You are describing a non-virtual d~tor. Only D's d~tor would be invoke.
No, it's not the case. Both ~D and ~B are invoked no matter whether
the dtors are virtual or not. So there seems no difference whether
the dtors are virtual or not. Ie. always the dtors of all parts get invoked.
Which is the crux of the arguement of why a derived class needs the base to have the virtual d~tor.
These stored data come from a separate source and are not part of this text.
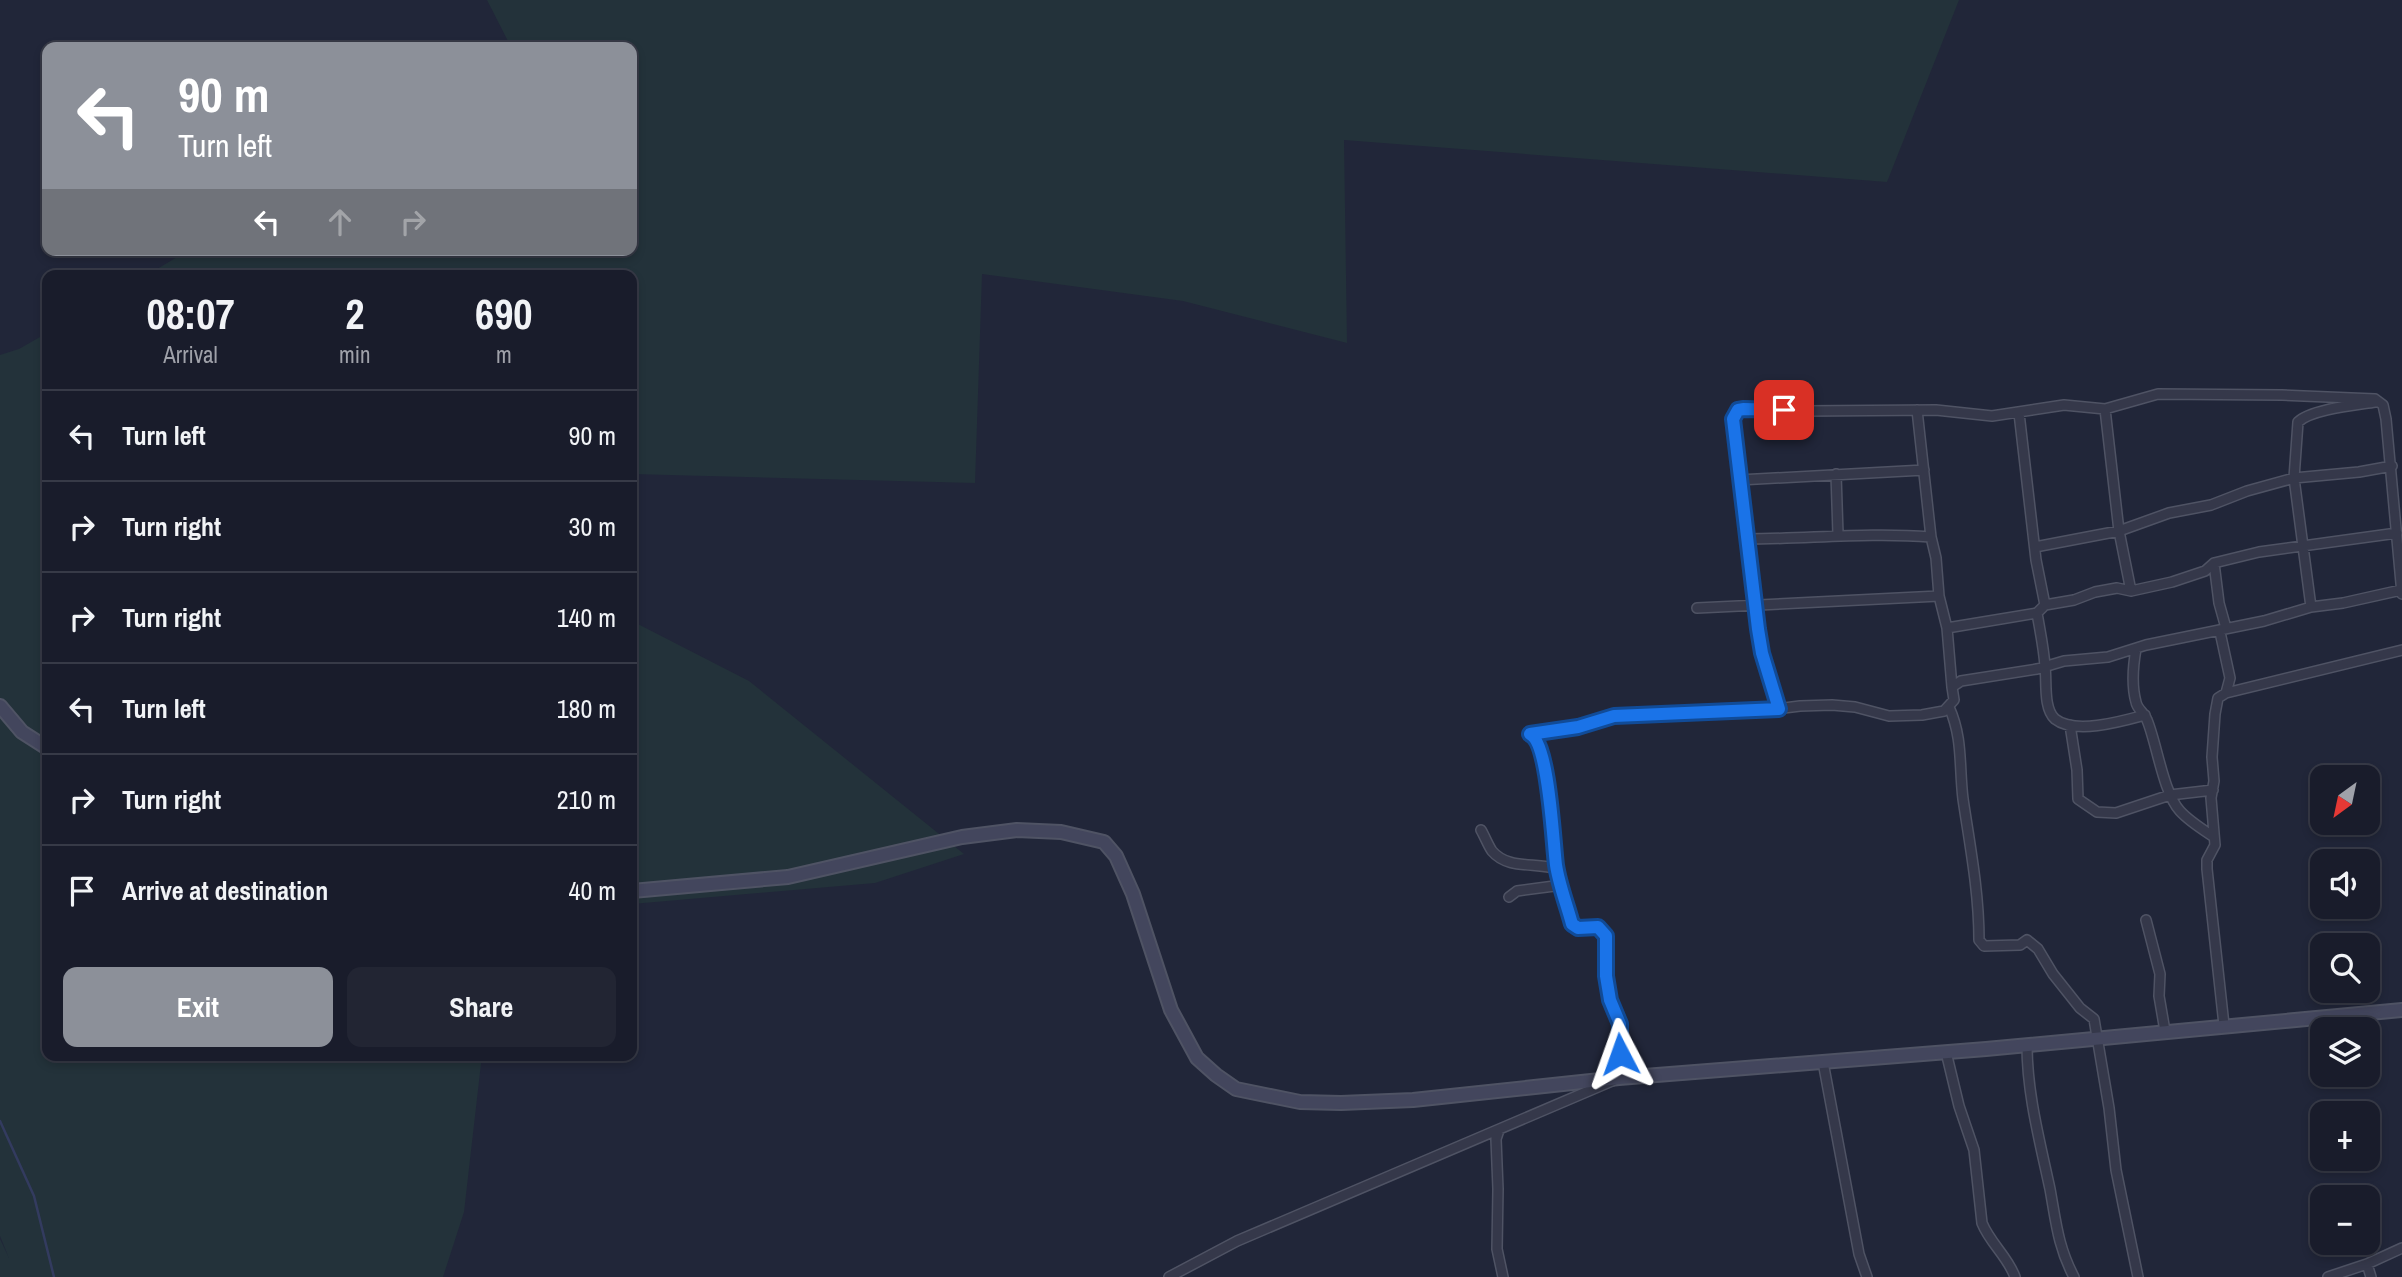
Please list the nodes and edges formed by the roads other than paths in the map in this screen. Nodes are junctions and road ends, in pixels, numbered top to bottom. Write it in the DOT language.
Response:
graph roads {
  1 [pos="2380,401"];
  2 [pos="2105,409"];
  3 [pos="1917,410"];
  4 [pos="2019,413"];
  5 [pos="2392,466"];
  6 [pos="1924,470"];
  7 [pos="1836,474"];
  8 [pos="2294,478"];
  9 [pos="1739,480"];
  10 [pos="2119,531"];
  11 [pos="2398,533"];
  12 [pos="1838,534"];
  13 [pos="1931,537"];
  14 [pos="1746,539"];
  15 [pos="2302,545"];
  16 [pos="2035,547"];
  17 [pos="2214,563"];
  18 [pos="2131,591"];
  19 [pos="2402,592"];
  20 [pos="1939,596"];
  21 [pos="1755,604"];
  22 [pos="2045,605"];
  23 [pos="2311,607"];
  24 [pos="1697,608"];
  25 [pos="2037,613"];
  26 [pos="1947,628"];
  27 [pos="2223,630"];
  28 [pos="2136,649"];
  29 [pos="2402,650"];
  30 [pos="2045,666"];
  31 [pos="1952,687"];
  32 [pos="2226,693"];
  33 [pos="0,706"];
  34 [pos="1949,707"];
  35 [pos="1779,709"];
  36 [pos="2145,715"];
  37 [pos="2070,725"];
  38 [pos="42,745"];
  39 [pos="2213,790"];
  40 [pos="2170,795"];
  41 [pos="1481,830"];
  42 [pos="2214,837"];
  43 [pos="1557,869"];
  44 [pos="1562,886"];
  45 [pos="637,891"];
  46 [pos="1509,897"];
  47 [pos="2146,920"];
  48 [pos="2402,1010"];
  49 [pos="2224,1025"];
  50 [pos="2165,1031"];
  51 [pos="2098,1038"];
  52 [pos="2027,1045"];
  53 [pos="1947,1052"];
  54 [pos="1823,1062"];
  55 [pos="1619,1078"];
  56 [pos="1499,1130"];
  57 [pos="2402,1248"];
  58 [pos="2367,1264"];
  59 [pos="1169,1277"];
  60 [pos="1503,1277"];
  61 [pos="1867,1277"];
  62 [pos="2015,1277"];
  63 [pos="2074,1277"];
  64 [pos="2138,1277"];
  65 [pos="2328,1277"];
  66 [pos="2371,1277"];
  1 -- 2 [label="street"];
  1 -- 5 [label="street"];
  1 -- 8 [label="street"];
  2 -- 4 [label="street"];
  2 -- 10 [label="street"];
  3 -- 4 [label="street"];
  3 -- 6 [label="street"];
  3 -- 9 [label="street"];
  4 -- 16 [label="street"];
  5 -- 8 [label="street"];
  5 -- 11 [label="street"];
  6 -- 7 [label="street"];
  6 -- 13 [label="street"];
  7 -- 9 [label="street"];
  7 -- 12 [label="street"];
  8 -- 10 [label="street"];
  8 -- 15 [label="street"];
  9 -- 14 [label="street"];
  10 -- 16 [label="street"];
  10 -- 18 [label="street"];
  11 -- 15 [label="street"];
  11 -- 19 [label="street"];
  12 -- 13 [label="street"];
  12 -- 14 [label="street"];
  13 -- 20 [label="street"];
  14 -- 21 [label="street"];
  15 -- 17 [label="street"];
  15 -- 23 [label="street"];
  16 -- 22 [label="street"];
  17 -- 18 [label="street"];
  17 -- 27 [label="street"];
  18 -- 22 [label="street"];
  19 -- 23 [label="street"];
  20 -- 21 [label="street"];
  20 -- 26 [label="street"];
  21 -- 24 [label="street"];
  21 -- 35 [label="street"];
  22 -- 25 [label="street"];
  23 -- 27 [label="street"];
  25 -- 26 [label="street"];
  25 -- 30 [label="street"];
  26 -- 31 [label="street"];
  27 -- 28 [label="street"];
  27 -- 32 [label="street"];
  28 -- 30 [label="street"];
  28 -- 36 [label="street"];
  29 -- 32 [label="street"];
  30 -- 31 [label="street"];
  30 -- 37 [label="street"];
  31 -- 34 [label="street"];
  32 -- 39 [label="street"];
  33 -- 38 [label="main road"];
  34 -- 35 [label="street"];
  34 -- 51 [label="street"];
  35 -- 43 [label="street"];
  36 -- 37 [label="street"];
  36 -- 40 [label="street"];
  37 -- 40 [label="street"];
  39 -- 40 [label="street"];
  39 -- 42 [label="street"];
  40 -- 42 [label="street"];
  41 -- 43 [label="street"];
  42 -- 49 [label="street"];
  43 -- 44 [label="street"];
  44 -- 46 [label="street"];
  44 -- 55 [label="street"];
  45 -- 55 [label="main road"];
  47 -- 50 [label="street"];
  48 -- 49 [label="main road"];
  49 -- 50 [label="main road"];
  50 -- 51 [label="main road"];
  51 -- 52 [label="main road"];
  51 -- 64 [label="street"];
  52 -- 53 [label="main road"];
  52 -- 63 [label="street"];
  53 -- 54 [label="main road"];
  53 -- 62 [label="street"];
  54 -- 55 [label="main road"];
  54 -- 61 [label="street"];
  55 -- 56 [label="street"];
  56 -- 59 [label="street"];
  56 -- 60 [label="street"];
  57 -- 58 [label="street"];
  58 -- 65 [label="street"];
  58 -- 66 [label="street"];
}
The code below illustrates the difference between the virtual (V) and
non-virtual (NV) cases. The difference occurs when you have a base pointer
to a derived class.
#include <iostream>
class BaseV
{
public:
BaseV() { std::cout << "BaseV\n"; }
virtual ~BaseV() { std::cout << "~BaseV\n"; }
};
class DerivedV : public BaseV
{
public:
DerivedV() { std::cout << "DerivedV\n"; }
~DerivedV() { std::cout << "~DerivedV\n"; }
};
class BaseNV
{
public:
BaseNV() { std::cout << "BaseNV\n"; }
~BaseNV() { std::cout << "~BaseNV\n"; }
};
class DerivedNV : public BaseNV
{
public:
DerivedNV() { std::cout << "DerivedNV\n"; }
~DerivedNV() { std::cout << "~DerivedNV\n"; }
};
int main(int argc, char* argv[])
{
BaseV *ptrV = new DerivedV;
delete ptrV;
BaseNV *ptrNV = new DerivedNV;
delete ptrNV;
}
--
John Carson
"John Carson" wrote The code below illustrates the difference between the virtual (V) and non-virtual (NV) cases. The difference occurs when you have a base pointer to a derived class.
#include <iostream>
class BaseV { public: BaseV() { std::cout << "BaseV\n"; } virtual ~BaseV() { std::cout << "~BaseV\n"; } };
class DerivedV : public BaseV { public: DerivedV() { std::cout << "DerivedV\n"; } ~DerivedV() { std::cout << "~DerivedV\n"; } };
class BaseNV { public: BaseNV() { std::cout << "BaseNV\n"; } ~BaseNV() { std::cout << "~BaseNV\n"; } };
class DerivedNV : public BaseNV { public: DerivedNV() { std::cout << "DerivedNV\n"; } ~DerivedNV() { std::cout << "~DerivedNV\n"; } };
int main(int argc, char* argv[]) { BaseV *ptrV = new DerivedV; delete ptrV;
BaseNV *ptrNV = new DerivedNV; delete ptrNV; }
I see. Thanks.
I've slightly extended it to show the difference also vs. stack objects:
void test_virt_vs_nonvirt_dtor()
{
std::cout << "Derived objects created on stack:\n";
{
std::cout << " Creating:\n";
DerivedV dv;
DerivedNV dnv;
std::cout << " Destroying:\n";
}
std::cout << "\nDerived objects using ptr to base created on heap:\n";
std::cout << " Creating:\n";
BaseV *ptrV = new DerivedV;
BaseNV *ptrNV = new DerivedNV;
std::cout << " Destroying:\n";
delete ptrNV;
delete ptrV;
}
Here's the output:
Derived objects created on stack:
Creating:
BaseV
DerivedV
BaseNV
DerivedNV
Destroying:
~DerivedNV
~BaseNV
~DerivedV
~BaseV
Derived objects using ptr to base created on heap:
Creating:
BaseV
DerivedV
BaseNV
DerivedNV
Destroying:
~BaseNV
~DerivedV
~BaseV
So, bottom line is: using ptr to base does not (can not) call the dtor of derived,
unless the dtor is virtual.
"tuvok" <52***************@t-online.de> wrote in message
news:d8*************@news.t-online.com So, bottom line is: using ptr to base does not (can not) call the dtor of derived, unless the dtor is virtual.
Yep.
--
John Carson
"Old Wolf" <ol*****@inspire.net.nz> wrote in message
news:11**********************@g43g2000cwa.googlegr oups.com... Peter Julian wrote: tuvok wrote: For a class with a virtual dtor I would have expected that only the dtor of D would be called when D gets deleted.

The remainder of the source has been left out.